Pour comprendre ce phénomène des migrations — que ni le froid glacial à la frontière entre la Pologne et la Biélorussie, ni la dureté et la promiscuité des camps en Grèce ne peut endiguer — il importe de bien peser chacun des mots de la poétesse britannique : « Il faut que tu comprennes que personne ne pousse ses enfants sur un bateau avant que la mer ne lui paraisse plus sûre que la terre. » Et quand Hélène Laulan souligne le fait qu’« en comprenant ce qui arrive, on peut changer les représentations », il ne s’agit pas seulement de lutter contre les jugements dépréciatifs sur « les demandeurs d’asile, en situation d’aumône qui sucent le sang de notre pays ». Mais aussi, peut-être, de  s’interroger sur le thème Et si cela nous arrivait ?

« Réfléchir et décider ensemble des valeurs que nous voulons revendiquer, c’est le contraire de la fatalité, note Louisa Marquès dos Santos, il serait temps de redonner au politique cette valeur de lutte contre la fatalité, temps de comprendre que la politique ce n’est pas la gestion administrative de faits qui sont là et seront toujours là ».
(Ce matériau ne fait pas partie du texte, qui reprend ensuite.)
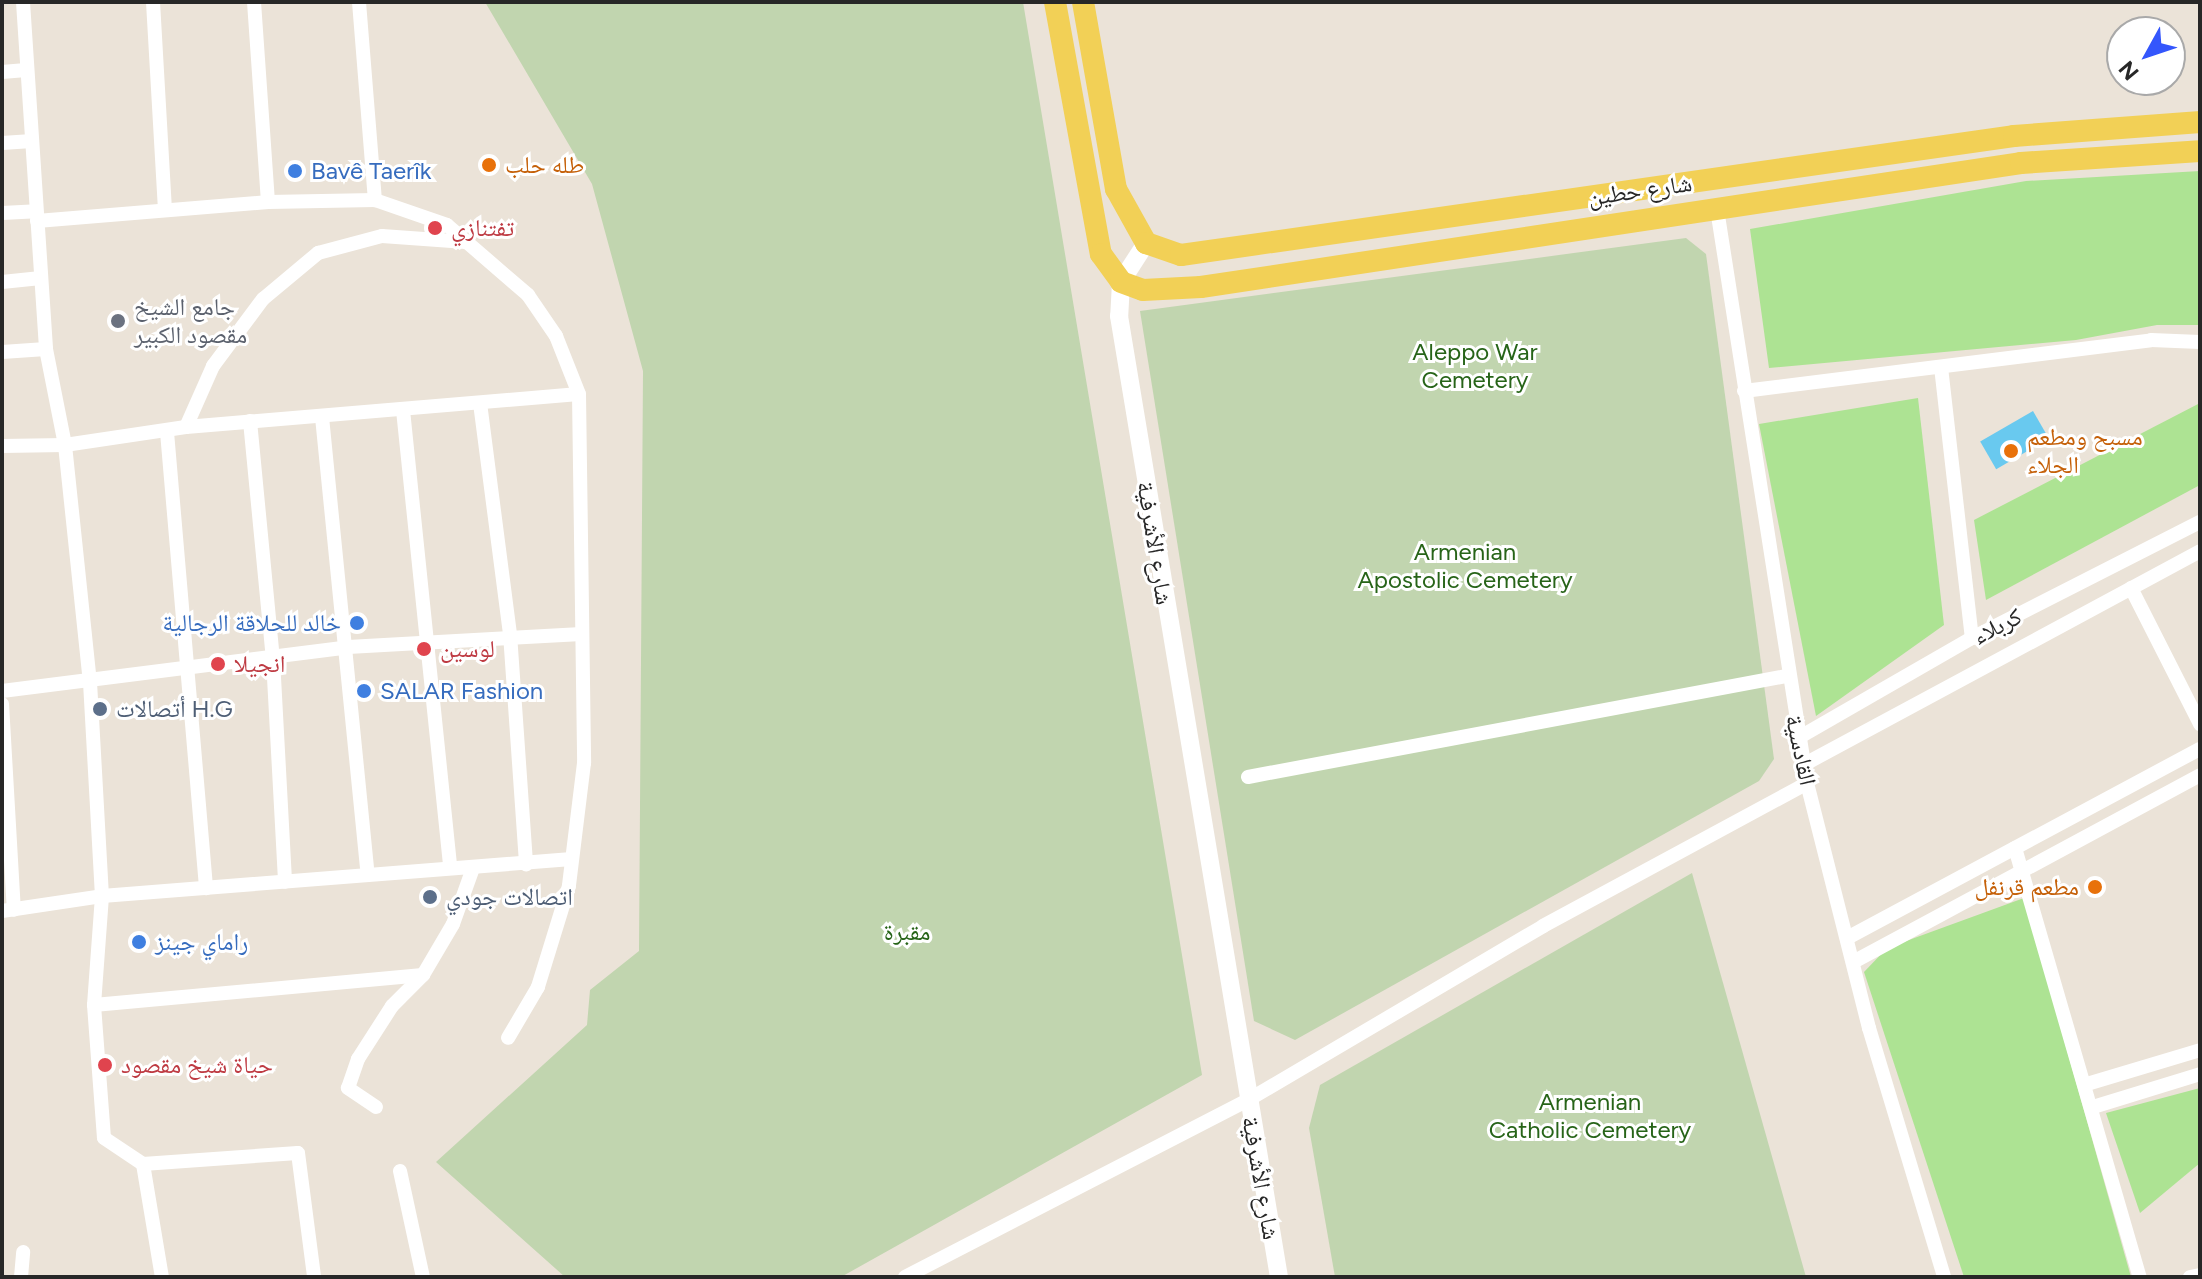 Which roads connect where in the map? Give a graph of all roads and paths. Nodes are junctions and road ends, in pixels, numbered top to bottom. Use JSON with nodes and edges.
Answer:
{"nodes":[{"id":1,"x":23,"y":2,"type":"edge"},
{"id":2,"x":153,"y":2,"type":"edge"},
{"id":3,"x":254,"y":2,"type":"edge"},
{"id":4,"x":359,"y":2,"type":"edge"},
{"id":5,"x":1055,"y":2,"type":"edge"},
{"id":6,"x":1083,"y":2,"type":"edge"},
{"id":7,"x":26,"y":70,"type":"junction"},
{"id":8,"x":2,"y":72,"type":"edge"},
{"id":9,"x":2200,"y":122,"type":"edge"},
{"id":10,"x":32,"y":141,"type":"junction"},
{"id":11,"x":2,"y":143,"type":"edge"},
{"id":12,"x":2200,"y":151,"type":"edge"},
{"id":13,"x":375,"y":200,"type":"junction"},
{"id":14,"x":268,"y":202,"type":"junction"},
{"id":15,"x":1717,"y":209,"type":"junction"},
{"id":16,"x":165,"y":210,"type":"junction"},
{"id":17,"x":2,"y":213,"type":"edge"},
{"id":18,"x":37,"y":216,"type":"junction"},
{"id":19,"x":466,"y":242,"type":"junction"},
{"id":20,"x":1146,"y":243,"type":"junction"},
{"id":21,"x":41,"y":278,"type":"junction"},
{"id":22,"x":2,"y":282,"type":"edge"},
{"id":23,"x":1121,"y":282,"type":"junction"},
{"id":24,"x":2200,"y":342,"type":"edge"},
{"id":25,"x":46,"y":349,"type":"junction"},
{"id":26,"x":2,"y":352,"type":"edge"},
{"id":27,"x":1941,"y":367,"type":"junction"},
{"id":28,"x":1744,"y":391,"type":"junction"},
{"id":29,"x":579,"y":394,"type":"junction"},
{"id":30,"x":480,"y":403,"type":"junction"},
{"id":31,"x":403,"y":410,"type":"junction"},
{"id":32,"x":322,"y":417,"type":"junction"},
{"id":33,"x":250,"y":421,"type":"junction"},
{"id":34,"x":186,"y":427,"type":"junction"},
{"id":35,"x":167,"y":432,"type":"junction"},
{"id":36,"x":65,"y":445,"type":"junction"},
{"id":37,"x":2,"y":446,"type":"edge"},
{"id":38,"x":2200,"y":522,"type":"edge"},
{"id":39,"x":2200,"y":551,"type":"edge"},
{"id":40,"x":2131,"y":588,"type":"junction"},
{"id":41,"x":510,"y":634,"type":"junction"},
{"id":42,"x":582,"y":634,"type":"junction"},
{"id":43,"x":1972,"y":638,"type":"junction"},
{"id":44,"x":430,"y":641,"type":"junction"},
{"id":45,"x":348,"y":647,"type":"junction"},
{"id":46,"x":273,"y":659,"type":"junction"},
{"id":47,"x":187,"y":664,"type":"junction"},
{"id":48,"x":1786,"y":676,"type":"junction"},
{"id":49,"x":90,"y":682,"type":"junction"},
{"id":50,"x":2,"y":691,"type":"edge"},
{"id":51,"x":2,"y":704,"type":"edge"},
{"id":52,"x":2200,"y":724,"type":"edge"},
{"id":53,"x":1798,"y":738,"type":"junction"},
{"id":54,"x":2200,"y":749,"type":"edge"},
{"id":55,"x":1803,"y":765,"type":"junction"},
{"id":56,"x":2200,"y":775,"type":"edge"},
{"id":57,"x":1248,"y":777,"type":"dead end"},
{"id":58,"x":1807,"y":783,"type":"junction"},
{"id":59,"x":2015,"y":848,"type":"junction"},
{"id":60,"x":572,"y":859,"type":"junction"},
{"id":61,"x":526,"y":864,"type":"junction"},
{"id":62,"x":450,"y":868,"type":"junction"},
{"id":63,"x":473,"y":868,"type":"junction"},
{"id":64,"x":2023,"y":870,"type":"junction"},
{"id":65,"x":368,"y":875,"type":"junction"},
{"id":66,"x":285,"y":882,"type":"junction"},
{"id":67,"x":206,"y":888,"type":"junction"},
{"id":68,"x":102,"y":896,"type":"junction"},
{"id":69,"x":8,"y":910,"type":"edge"},
{"id":70,"x":1849,"y":937,"type":"junction"},
{"id":71,"x":1855,"y":961,"type":"junction"},
{"id":72,"x":423,"y":975,"type":"junction"},
{"id":73,"x":94,"y":1005,"type":"junction"},
{"id":74,"x":508,"y":1038,"type":"dead end"},
{"id":75,"x":2200,"y":1050,"type":"edge"},
{"id":76,"x":2200,"y":1074,"type":"edge"},
{"id":77,"x":2087,"y":1084,"type":"junction"},
{"id":78,"x":1248,"y":1100,"type":"junction"},
{"id":79,"x":376,"y":1107,"type":"dead end"},
{"id":80,"x":2093,"y":1107,"type":"junction"},
{"id":81,"x":143,"y":1164,"type":"junction"},
{"id":82,"x":400,"y":1171,"type":"dead end"},
{"id":83,"x":23,"y":1252,"type":"dead end"},
{"id":84,"x":2200,"y":1275,"type":"edge"},
{"id":85,"x":21,"y":1277,"type":"edge"},
{"id":86,"x":162,"y":1277,"type":"edge"},
{"id":87,"x":314,"y":1277,"type":"edge"},
{"id":88,"x":423,"y":1277,"type":"edge"},
{"id":89,"x":905,"y":1277,"type":"edge"},
{"id":90,"x":1279,"y":1277,"type":"edge"},
{"id":91,"x":1944,"y":1277,"type":"edge"},
{"id":92,"x":2140,"y":1277,"type":"edge"},
{"id":93,"x":2190,"y":1277,"type":"edge"}],
"edges":[{"from":1,"to":7,"type":"street"},
{"from":2,"to":16,"type":"street"},
{"from":3,"to":14,"type":"street"},
{"from":4,"to":13,"type":"street"},
{"from":5,"to":23,"type":"main road"},
{"from":6,"to":20,"type":"main road"},
{"from":7,"to":8,"type":"street"},
{"from":7,"to":10,"type":"street"},
{"from":9,"to":20,"type":"main road","name":"شارع حطين"},
{"from":10,"to":11,"type":"street"},
{"from":10,"to":18,"type":"street"},
{"from":12,"to":15,"type":"main road","name":"شارع حطين"},
{"from":13,"to":14,"type":"street"},
{"from":13,"to":19,"type":"street"},
{"from":14,"to":16,"type":"street"},
{"from":15,"to":23,"type":"main road","name":"شارع حطين"},
{"from":15,"to":28,"type":"street","name":"القادسية"},
{"from":16,"to":18,"type":"street"},
{"from":17,"to":18,"type":"street"},
{"from":18,"to":21,"type":"street"},
{"from":19,"to":29,"type":"street"},
{"from":19,"to":34,"type":"street"},
{"from":20,"to":23,"type":"street"},
{"from":21,"to":22,"type":"street"},
{"from":21,"to":25,"type":"street"},
{"from":23,"to":78,"type":"street","name":"شارع الأشرفية"},
{"from":24,"to":27,"type":"street"},
{"from":25,"to":26,"type":"street"},
{"from":25,"to":36,"type":"street"},
{"from":27,"to":28,"type":"street"},
{"from":27,"to":43,"type":"street"},
{"from":28,"to":48,"type":"street","name":"القادسية"},
{"from":29,"to":30,"type":"street"},
{"from":29,"to":42,"type":"street"},
{"from":30,"to":31,"type":"street"},
{"from":30,"to":41,"type":"street"},
{"from":31,"to":32,"type":"street"},
{"from":31,"to":44,"type":"street"},
{"from":32,"to":33,"type":"street"},
{"from":32,"to":45,"type":"street"},
{"from":33,"to":34,"type":"street"},
{"from":33,"to":46,"type":"street"},
{"from":34,"to":35,"type":"street"},
{"from":35,"to":36,"type":"street"},
{"from":35,"to":47,"type":"street"},
{"from":36,"to":37,"type":"street"},
{"from":36,"to":49,"type":"street"},
{"from":38,"to":43,"type":"street","name":"كربلاء"},
{"from":39,"to":40,"type":"street","name":"كربلاء"},
{"from":40,"to":52,"type":"street"},
{"from":40,"to":55,"type":"street","name":"كربلاء"},
{"from":41,"to":42,"type":"street"},
{"from":41,"to":44,"type":"street"},
{"from":41,"to":61,"type":"street"},
{"from":42,"to":60,"type":"street"},
{"from":43,"to":53,"type":"street","name":"كربلاء"},
{"from":44,"to":45,"type":"street"},
{"from":44,"to":62,"type":"street"},
{"from":45,"to":46,"type":"street"},
{"from":45,"to":65,"type":"street"},
{"from":46,"to":47,"type":"street"},
{"from":46,"to":66,"type":"street"},
{"from":47,"to":49,"type":"street"},
{"from":47,"to":67,"type":"street"},
{"from":48,"to":53,"type":"street","name":"القادسية"},
{"from":48,"to":57,"type":"street"},
{"from":49,"to":50,"type":"street"},
{"from":49,"to":68,"type":"street"},
{"from":51,"to":69,"type":"street"},
{"from":53,"to":55,"type":"street","name":"القادسية"},
{"from":54,"to":59,"type":"street"},
{"from":55,"to":58,"type":"street","name":"القادسية"},
{"from":56,"to":64,"type":"street"},
{"from":58,"to":70,"type":"street","name":"القادسية"},
{"from":58,"to":78,"type":"street"},
{"from":59,"to":64,"type":"street"},
{"from":59,"to":70,"type":"street"},
{"from":60,"to":61,"type":"street"},
{"from":60,"to":74,"type":"street"},
{"from":61,"to":63,"type":"street"},
{"from":62,"to":63,"type":"street"},
{"from":62,"to":65,"type":"street"},
{"from":63,"to":72,"type":"street"},
{"from":64,"to":71,"type":"street"},
{"from":64,"to":77,"type":"street"},
{"from":65,"to":66,"type":"street"},
{"from":66,"to":67,"type":"street"},
{"from":67,"to":68,"type":"street"},
{"from":68,"to":69,"type":"street"},
{"from":68,"to":73,"type":"street"},
{"from":70,"to":71,"type":"street","name":"القادسية"},
{"from":71,"to":91,"type":"street","name":"القادسية"},
{"from":72,"to":73,"type":"street"},
{"from":72,"to":79,"type":"street"},
{"from":73,"to":81,"type":"street"},
{"from":75,"to":77,"type":"street"},
{"from":76,"to":80,"type":"street"},
{"from":77,"to":80,"type":"street"},
{"from":78,"to":89,"type":"street"},
{"from":78,"to":90,"type":"street","name":"شارع الأشرفية"},
{"from":80,"to":92,"type":"street"},
{"from":81,"to":86,"type":"street"},
{"from":81,"to":87,"type":"street"},
{"from":82,"to":88,"type":"street"},
{"from":83,"to":85,"type":"street"},
{"from":84,"to":93,"type":"street"}]}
Ne pas se résoudre à la fatalité, c’est aussi pour les militants associatifs, syndicaux ou politiques qui ont échangé durant ces deux jours, ne pas considérer que le glissement vers les thématiques d’extrême droite, en Europe et ailleurs, serait inéluctable. Sur le terrain syndical, plusieurs organisations (Solidaires, FSU, CGT, CFDT, CNT, Syndicat de la Magistrature) ont ainsi créé un outil commun dénommé Visa (Vigilance et initiatives syndicales antifascistes) dont l’objectif est de combattre l’influence des idées d’extrême droite dans le “monde du travail”. Visa organise notamment des formations sur le décryptage du programme économique et social du Rassemblement national (ex-FN). Cette pénétration des thèses fascisantes s’est faite, selon le militant libertaire franco-grec Yannis Youlountas, sur fond de “confusionnisme”5 et de désindustrialisation. « Le confusionnisme est un mélange de sources idéologiques de gauche, d’extrême gauche et d’extrême droite pour faire comme si tout se valait, c’est comme un immense shaker où on peut par exemple utiliser une citation sans savoir dans quel contexte elle a été produite », précise Yannis Youlountas. Avec l’année électorale qui s’annonce, celles et ceux qui refusent ce confusionnisme auront encore davantage de travail de démystification à accomplir.

J-F. Arnichand

 

 

 

 

 

 

Notes:

  1. Pia Klemp : Les vivants, les morts et les marins (roman, Fleuve éditions, 2020).
  2. Adoma (anciennement Sonacotra), société d’économie mixte, filiale du groupe CDC Habitat (Caisse des Dépôts), a été créée en 1956 par les pouvoirs publics pour accueillir les travailleurs migrants.
  3. Office français de protection des réfugiés et apatrides.
  4. Cour nationale du droit d’asile.
  5. Phénomène étudié notamment par le sociologue Philippe Corcuff : La grande confusion. Comment l’extrême droite gagne la bataille des idées (Textuel, 2021, 672 p., 26 euros).